Former political prisoners such as Randall Echanis of the Kilusang Magbubukid ng Pilipinas (KMP), Angie Ipong of Selda, Karapatan chairwoman Marie Hilao-Enriquez, several of the so-called Morong 43 or the 43 health workers arrested in Morong, Rizal in February 2009, joined the protest action.

Speaking at the rally, Echanis slammed Aquino’s refusal to release political prisoners, including 14 consultants of the National Democratic Front of the Philippines (NDFP) who are supposedly covered by immunity and safety guarantees under a bilateral agreement signed by the Government of the Philippines and the NDFP.

Karapatan’s Enriquez criticized Aquino for lying about the existence of political prisoners. “This government is lying through its teeth when it repeatedly said that there are no political prisoners. It aims to deceive the people that it is different from the previous, much-loathed Arroyo administration,” Enriquez said.
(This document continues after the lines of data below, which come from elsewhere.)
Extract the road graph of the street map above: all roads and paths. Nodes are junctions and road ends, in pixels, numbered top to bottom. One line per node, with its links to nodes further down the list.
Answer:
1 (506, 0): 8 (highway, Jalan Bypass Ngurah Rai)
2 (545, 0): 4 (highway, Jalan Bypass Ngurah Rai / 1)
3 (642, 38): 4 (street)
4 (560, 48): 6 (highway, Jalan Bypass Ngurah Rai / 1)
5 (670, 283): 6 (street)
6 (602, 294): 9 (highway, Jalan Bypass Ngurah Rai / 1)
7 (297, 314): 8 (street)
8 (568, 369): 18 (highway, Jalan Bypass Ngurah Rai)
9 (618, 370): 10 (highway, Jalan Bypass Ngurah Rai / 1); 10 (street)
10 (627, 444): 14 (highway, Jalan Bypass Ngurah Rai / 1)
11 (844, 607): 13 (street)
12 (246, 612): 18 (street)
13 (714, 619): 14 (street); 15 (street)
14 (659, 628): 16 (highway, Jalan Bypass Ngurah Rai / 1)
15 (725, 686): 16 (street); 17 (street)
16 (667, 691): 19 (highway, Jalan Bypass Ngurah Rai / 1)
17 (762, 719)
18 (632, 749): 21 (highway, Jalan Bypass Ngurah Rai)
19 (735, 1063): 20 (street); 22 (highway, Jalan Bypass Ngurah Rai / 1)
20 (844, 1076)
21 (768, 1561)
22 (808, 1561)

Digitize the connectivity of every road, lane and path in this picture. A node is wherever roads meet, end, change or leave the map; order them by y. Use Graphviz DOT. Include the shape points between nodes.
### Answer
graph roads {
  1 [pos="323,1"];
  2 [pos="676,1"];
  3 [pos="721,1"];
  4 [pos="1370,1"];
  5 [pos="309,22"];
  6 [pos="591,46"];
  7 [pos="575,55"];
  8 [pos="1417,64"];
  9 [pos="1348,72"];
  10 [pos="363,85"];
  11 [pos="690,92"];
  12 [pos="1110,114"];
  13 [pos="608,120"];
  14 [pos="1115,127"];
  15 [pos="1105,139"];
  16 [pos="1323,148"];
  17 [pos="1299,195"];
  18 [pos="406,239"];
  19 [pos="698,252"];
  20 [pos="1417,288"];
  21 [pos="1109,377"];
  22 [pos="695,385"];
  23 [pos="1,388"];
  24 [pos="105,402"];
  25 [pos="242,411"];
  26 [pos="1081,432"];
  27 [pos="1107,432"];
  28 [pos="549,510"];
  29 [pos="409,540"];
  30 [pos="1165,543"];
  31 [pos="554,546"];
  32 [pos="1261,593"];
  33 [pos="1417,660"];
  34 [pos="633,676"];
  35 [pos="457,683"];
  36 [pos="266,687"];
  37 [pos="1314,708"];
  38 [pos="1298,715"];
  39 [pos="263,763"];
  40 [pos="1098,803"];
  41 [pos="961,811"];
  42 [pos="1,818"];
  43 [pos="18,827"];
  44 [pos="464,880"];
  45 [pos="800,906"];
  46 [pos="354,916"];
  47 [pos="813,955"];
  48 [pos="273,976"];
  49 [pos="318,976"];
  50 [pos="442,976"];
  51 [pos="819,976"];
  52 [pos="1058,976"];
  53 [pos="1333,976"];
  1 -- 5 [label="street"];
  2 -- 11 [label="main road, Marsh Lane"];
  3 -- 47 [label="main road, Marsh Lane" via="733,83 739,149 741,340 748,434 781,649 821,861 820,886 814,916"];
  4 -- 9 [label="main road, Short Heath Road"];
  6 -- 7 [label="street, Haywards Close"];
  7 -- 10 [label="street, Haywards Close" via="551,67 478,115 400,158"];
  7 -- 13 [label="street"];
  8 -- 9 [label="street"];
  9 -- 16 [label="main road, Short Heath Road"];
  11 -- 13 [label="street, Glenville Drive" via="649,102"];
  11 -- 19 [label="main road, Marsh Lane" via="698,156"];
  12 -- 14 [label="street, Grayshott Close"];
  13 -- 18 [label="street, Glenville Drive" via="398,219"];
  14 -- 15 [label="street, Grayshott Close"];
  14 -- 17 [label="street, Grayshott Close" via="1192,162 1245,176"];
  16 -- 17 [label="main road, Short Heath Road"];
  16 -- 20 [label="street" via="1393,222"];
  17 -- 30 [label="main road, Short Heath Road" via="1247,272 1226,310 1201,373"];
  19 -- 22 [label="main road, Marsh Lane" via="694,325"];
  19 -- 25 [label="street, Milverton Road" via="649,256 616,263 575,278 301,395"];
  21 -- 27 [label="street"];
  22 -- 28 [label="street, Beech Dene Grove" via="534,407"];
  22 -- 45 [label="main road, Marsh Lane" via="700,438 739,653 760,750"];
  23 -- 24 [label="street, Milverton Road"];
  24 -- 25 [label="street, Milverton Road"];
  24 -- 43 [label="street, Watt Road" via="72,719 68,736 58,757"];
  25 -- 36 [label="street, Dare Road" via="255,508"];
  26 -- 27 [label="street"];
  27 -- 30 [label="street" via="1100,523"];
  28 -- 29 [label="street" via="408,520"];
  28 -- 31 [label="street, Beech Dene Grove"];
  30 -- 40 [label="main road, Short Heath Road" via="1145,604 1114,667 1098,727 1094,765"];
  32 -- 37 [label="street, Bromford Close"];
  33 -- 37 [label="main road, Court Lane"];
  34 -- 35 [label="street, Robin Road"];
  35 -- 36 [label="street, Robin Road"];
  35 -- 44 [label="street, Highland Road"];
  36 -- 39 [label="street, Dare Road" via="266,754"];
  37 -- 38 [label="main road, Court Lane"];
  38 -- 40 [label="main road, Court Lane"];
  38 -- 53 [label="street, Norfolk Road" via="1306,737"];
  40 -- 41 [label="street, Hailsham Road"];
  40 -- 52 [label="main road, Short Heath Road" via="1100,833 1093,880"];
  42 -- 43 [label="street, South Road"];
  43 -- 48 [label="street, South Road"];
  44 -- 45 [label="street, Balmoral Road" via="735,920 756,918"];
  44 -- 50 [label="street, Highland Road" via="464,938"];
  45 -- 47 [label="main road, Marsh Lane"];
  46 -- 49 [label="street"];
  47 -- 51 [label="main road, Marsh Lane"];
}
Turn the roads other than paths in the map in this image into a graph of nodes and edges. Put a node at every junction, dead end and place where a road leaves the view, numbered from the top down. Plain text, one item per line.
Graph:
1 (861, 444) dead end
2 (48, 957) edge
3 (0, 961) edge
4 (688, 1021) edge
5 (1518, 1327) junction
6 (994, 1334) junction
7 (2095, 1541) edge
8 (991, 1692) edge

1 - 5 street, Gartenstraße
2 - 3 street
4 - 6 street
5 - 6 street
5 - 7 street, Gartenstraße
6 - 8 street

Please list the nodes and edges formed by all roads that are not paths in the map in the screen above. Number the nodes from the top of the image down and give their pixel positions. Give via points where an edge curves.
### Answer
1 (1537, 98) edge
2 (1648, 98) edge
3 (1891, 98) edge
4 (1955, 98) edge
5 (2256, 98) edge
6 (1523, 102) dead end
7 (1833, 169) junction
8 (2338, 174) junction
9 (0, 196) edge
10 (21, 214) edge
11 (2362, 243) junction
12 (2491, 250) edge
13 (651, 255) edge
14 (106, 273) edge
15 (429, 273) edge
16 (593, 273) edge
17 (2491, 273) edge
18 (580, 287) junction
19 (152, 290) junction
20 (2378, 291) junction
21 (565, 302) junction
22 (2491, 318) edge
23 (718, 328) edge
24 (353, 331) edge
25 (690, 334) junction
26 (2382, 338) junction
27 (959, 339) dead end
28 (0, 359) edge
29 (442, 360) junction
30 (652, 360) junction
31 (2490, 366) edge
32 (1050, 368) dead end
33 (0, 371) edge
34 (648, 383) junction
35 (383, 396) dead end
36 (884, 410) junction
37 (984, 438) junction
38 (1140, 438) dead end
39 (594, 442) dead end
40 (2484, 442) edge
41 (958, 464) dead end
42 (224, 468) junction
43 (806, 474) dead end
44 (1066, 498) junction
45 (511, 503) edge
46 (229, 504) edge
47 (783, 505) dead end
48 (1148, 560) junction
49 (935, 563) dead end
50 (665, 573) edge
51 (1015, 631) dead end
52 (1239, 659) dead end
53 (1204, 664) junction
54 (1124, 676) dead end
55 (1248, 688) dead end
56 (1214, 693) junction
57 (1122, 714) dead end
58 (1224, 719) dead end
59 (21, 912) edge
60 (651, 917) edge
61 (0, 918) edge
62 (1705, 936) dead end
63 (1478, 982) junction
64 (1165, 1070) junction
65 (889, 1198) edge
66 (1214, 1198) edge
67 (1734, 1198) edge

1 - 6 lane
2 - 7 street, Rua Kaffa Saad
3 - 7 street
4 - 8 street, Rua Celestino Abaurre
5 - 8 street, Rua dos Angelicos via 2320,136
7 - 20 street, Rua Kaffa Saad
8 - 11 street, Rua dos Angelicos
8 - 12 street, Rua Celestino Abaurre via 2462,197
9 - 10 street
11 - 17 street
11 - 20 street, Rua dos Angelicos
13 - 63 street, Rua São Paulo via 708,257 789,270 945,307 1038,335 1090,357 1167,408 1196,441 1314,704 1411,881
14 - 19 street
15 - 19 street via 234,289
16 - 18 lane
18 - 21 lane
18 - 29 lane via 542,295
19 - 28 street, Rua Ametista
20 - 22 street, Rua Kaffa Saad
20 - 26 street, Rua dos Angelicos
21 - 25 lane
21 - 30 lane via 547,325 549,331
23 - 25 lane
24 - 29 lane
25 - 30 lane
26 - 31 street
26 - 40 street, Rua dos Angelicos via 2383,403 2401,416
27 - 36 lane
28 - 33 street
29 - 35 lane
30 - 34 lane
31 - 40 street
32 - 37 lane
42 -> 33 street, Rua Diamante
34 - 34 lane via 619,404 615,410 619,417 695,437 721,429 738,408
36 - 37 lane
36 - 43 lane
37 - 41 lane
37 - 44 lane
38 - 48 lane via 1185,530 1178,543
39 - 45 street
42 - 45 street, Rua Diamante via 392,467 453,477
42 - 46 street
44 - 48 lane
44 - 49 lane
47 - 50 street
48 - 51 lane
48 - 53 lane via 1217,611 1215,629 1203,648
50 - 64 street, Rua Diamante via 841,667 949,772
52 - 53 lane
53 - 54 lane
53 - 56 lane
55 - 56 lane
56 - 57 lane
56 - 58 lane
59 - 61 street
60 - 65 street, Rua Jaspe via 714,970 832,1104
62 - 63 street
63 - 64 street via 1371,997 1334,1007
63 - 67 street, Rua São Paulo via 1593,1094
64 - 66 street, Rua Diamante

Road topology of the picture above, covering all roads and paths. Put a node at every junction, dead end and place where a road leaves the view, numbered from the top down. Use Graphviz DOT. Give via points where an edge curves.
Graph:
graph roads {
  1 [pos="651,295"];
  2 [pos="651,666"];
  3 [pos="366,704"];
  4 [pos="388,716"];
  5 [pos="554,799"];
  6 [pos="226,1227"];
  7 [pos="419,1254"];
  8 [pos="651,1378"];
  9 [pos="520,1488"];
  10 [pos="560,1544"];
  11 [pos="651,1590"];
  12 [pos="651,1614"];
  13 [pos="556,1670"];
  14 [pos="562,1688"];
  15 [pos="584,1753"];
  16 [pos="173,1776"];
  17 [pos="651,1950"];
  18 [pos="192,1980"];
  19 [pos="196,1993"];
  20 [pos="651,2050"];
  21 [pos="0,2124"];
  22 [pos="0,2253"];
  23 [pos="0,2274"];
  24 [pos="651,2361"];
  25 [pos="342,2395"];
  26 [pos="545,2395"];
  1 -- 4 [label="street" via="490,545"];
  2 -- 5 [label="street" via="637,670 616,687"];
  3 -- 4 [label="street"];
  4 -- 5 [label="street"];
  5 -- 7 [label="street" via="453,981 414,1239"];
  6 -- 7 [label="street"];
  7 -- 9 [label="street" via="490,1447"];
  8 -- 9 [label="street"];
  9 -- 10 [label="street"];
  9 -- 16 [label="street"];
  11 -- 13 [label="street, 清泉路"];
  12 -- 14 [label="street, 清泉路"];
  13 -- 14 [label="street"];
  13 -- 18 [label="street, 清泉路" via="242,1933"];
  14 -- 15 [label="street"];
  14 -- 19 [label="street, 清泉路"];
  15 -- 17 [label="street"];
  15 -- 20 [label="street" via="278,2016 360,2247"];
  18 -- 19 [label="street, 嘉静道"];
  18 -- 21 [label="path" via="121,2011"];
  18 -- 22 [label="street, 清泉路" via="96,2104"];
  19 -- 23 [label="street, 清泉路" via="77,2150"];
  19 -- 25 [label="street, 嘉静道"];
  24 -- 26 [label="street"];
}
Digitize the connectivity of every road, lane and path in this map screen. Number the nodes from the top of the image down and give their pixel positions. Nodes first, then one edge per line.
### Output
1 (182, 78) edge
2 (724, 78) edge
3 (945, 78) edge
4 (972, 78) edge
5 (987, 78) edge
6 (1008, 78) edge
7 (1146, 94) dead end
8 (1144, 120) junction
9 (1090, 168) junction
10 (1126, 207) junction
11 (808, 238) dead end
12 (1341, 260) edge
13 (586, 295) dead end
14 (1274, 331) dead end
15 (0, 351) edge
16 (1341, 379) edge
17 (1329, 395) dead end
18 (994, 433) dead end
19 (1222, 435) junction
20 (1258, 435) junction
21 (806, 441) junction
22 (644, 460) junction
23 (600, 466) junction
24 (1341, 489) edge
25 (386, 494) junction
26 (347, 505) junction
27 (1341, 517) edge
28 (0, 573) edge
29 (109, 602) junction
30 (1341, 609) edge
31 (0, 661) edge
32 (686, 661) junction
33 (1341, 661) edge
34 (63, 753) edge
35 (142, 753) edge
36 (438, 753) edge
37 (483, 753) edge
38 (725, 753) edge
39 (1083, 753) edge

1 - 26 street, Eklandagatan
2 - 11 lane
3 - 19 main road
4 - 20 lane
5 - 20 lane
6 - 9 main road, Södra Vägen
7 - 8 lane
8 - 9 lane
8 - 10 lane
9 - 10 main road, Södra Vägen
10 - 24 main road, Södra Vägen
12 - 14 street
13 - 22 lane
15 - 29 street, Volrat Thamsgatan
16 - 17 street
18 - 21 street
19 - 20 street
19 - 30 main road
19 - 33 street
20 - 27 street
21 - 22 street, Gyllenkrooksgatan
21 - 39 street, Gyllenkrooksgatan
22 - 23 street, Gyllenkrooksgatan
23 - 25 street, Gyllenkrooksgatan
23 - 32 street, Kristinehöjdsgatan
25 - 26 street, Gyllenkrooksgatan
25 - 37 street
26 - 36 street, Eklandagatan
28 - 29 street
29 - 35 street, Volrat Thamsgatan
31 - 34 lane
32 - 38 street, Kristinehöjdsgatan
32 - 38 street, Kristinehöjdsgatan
Relatives of Moro prisoners who were unjustly accused of being Abu Sayyaf members during the crackdown in Mindanao under the Arroyo administration also appealed to Aquino for the immediate release of their loved ones.

Aquino has not granted the demand for general, omnibus and unconditional amnesty for all political prisoners.

“The government has continuously focused on prosecuting activists and their supporters because of their political beliefs,” Ipong said.